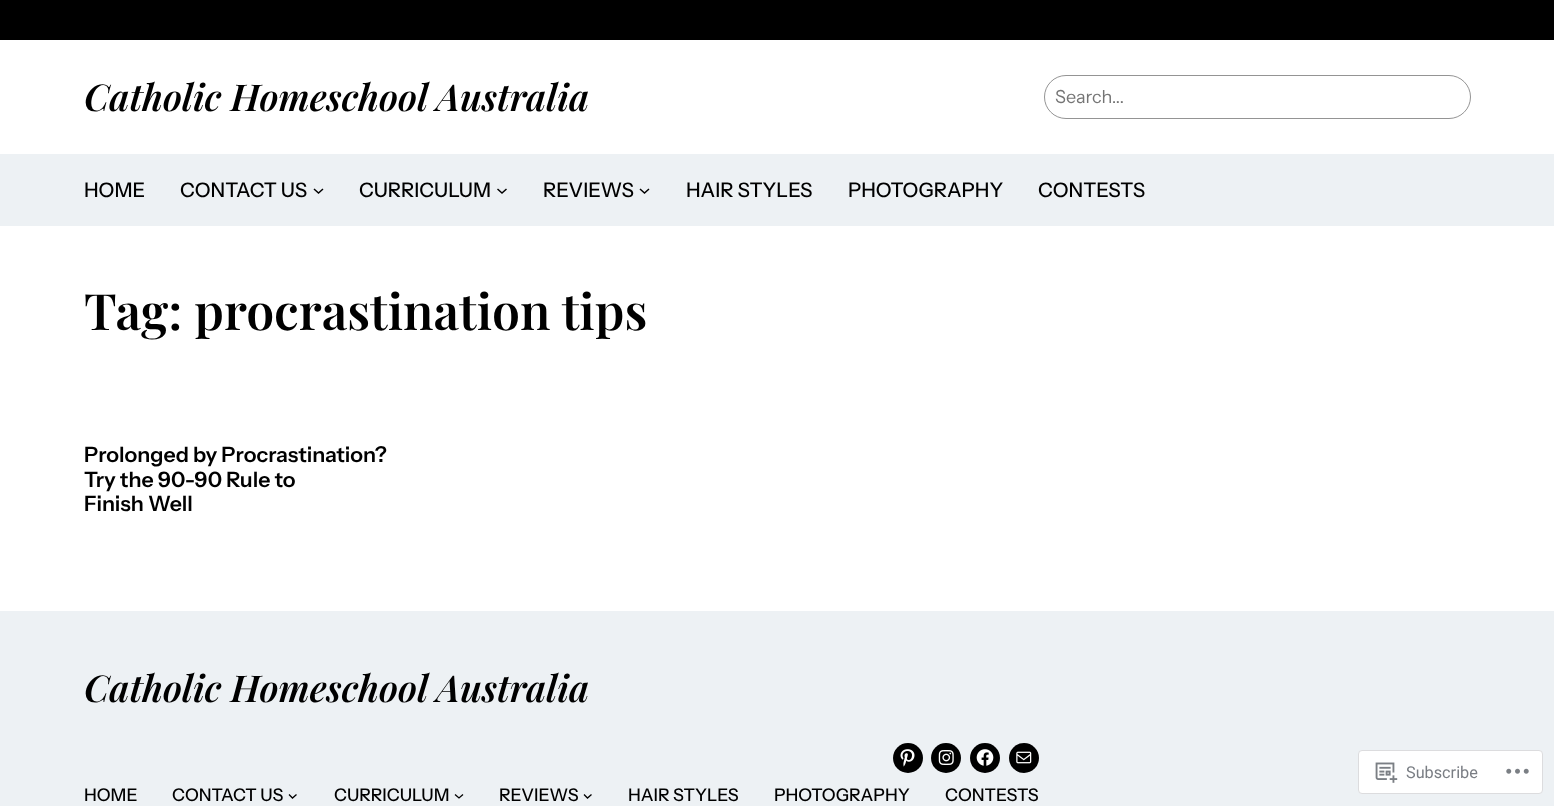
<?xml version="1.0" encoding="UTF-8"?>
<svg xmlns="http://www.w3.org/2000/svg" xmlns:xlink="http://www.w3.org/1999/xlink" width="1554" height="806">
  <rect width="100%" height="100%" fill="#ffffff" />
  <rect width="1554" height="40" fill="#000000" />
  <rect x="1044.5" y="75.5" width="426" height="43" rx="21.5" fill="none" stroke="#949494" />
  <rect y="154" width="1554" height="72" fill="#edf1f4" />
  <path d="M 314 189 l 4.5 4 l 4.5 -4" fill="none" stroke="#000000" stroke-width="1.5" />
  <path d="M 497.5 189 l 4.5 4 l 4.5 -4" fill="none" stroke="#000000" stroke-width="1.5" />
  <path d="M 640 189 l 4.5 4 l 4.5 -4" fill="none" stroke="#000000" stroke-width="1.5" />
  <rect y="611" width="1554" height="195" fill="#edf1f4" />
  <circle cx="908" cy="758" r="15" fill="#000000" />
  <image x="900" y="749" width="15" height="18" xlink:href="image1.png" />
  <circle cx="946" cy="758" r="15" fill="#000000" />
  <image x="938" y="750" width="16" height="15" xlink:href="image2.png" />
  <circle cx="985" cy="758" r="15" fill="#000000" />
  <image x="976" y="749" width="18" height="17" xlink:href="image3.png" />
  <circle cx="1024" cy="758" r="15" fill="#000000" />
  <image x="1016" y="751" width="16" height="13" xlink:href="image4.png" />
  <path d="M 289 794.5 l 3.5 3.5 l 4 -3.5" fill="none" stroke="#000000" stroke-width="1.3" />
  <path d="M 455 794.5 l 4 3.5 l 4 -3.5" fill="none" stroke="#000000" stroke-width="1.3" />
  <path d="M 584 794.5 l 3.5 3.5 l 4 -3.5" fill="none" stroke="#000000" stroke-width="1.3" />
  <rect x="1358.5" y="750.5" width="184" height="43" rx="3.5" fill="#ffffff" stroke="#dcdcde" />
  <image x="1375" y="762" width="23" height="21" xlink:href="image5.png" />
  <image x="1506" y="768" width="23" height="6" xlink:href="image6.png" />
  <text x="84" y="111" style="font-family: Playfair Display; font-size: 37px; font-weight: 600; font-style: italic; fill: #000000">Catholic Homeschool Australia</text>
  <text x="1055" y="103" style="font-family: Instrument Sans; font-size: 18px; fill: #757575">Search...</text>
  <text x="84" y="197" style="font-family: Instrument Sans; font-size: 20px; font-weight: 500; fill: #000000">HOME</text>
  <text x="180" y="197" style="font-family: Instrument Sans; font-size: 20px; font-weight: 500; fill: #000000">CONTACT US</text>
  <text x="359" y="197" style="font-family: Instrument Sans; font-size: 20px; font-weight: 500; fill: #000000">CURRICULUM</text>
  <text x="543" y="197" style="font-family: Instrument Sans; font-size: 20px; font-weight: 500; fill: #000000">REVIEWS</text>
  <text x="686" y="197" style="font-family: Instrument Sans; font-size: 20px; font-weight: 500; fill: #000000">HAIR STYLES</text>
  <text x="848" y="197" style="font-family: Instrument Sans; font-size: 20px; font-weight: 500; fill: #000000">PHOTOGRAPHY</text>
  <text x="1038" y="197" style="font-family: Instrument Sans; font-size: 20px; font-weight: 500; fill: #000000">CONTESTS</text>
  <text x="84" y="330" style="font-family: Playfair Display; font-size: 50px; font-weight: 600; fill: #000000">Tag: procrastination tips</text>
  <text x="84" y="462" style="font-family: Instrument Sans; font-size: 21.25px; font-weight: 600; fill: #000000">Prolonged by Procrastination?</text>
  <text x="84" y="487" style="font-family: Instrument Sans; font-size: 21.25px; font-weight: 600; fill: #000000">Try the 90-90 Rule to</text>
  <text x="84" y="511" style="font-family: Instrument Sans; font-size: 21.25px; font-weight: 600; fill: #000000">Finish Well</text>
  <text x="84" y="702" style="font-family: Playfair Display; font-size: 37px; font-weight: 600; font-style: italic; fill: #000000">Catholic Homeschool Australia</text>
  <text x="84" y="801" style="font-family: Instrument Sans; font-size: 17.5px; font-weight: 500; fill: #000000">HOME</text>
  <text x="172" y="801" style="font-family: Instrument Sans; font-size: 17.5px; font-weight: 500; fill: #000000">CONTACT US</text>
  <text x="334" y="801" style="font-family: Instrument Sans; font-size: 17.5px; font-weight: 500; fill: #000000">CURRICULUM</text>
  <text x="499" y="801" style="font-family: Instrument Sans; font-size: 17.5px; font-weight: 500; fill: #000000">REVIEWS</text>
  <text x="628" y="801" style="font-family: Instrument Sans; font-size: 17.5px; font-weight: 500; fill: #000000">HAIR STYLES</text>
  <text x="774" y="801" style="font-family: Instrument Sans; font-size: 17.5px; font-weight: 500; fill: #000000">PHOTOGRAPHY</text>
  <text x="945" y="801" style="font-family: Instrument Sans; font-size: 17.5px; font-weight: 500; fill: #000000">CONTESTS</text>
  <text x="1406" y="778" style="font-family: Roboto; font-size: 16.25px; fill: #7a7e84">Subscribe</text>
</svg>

WHAT IS REQUIRED: The word to look for is "ffffff"; copy out every line of the entries that holds it.

EXPECTED ANSWER:
  <rect width="100%" height="100%" fill="#ffffff" />
  <rect x="1358.5" y="750.5" width="184" height="43" rx="3.5" fill="#ffffff" stroke="#dcdcde" />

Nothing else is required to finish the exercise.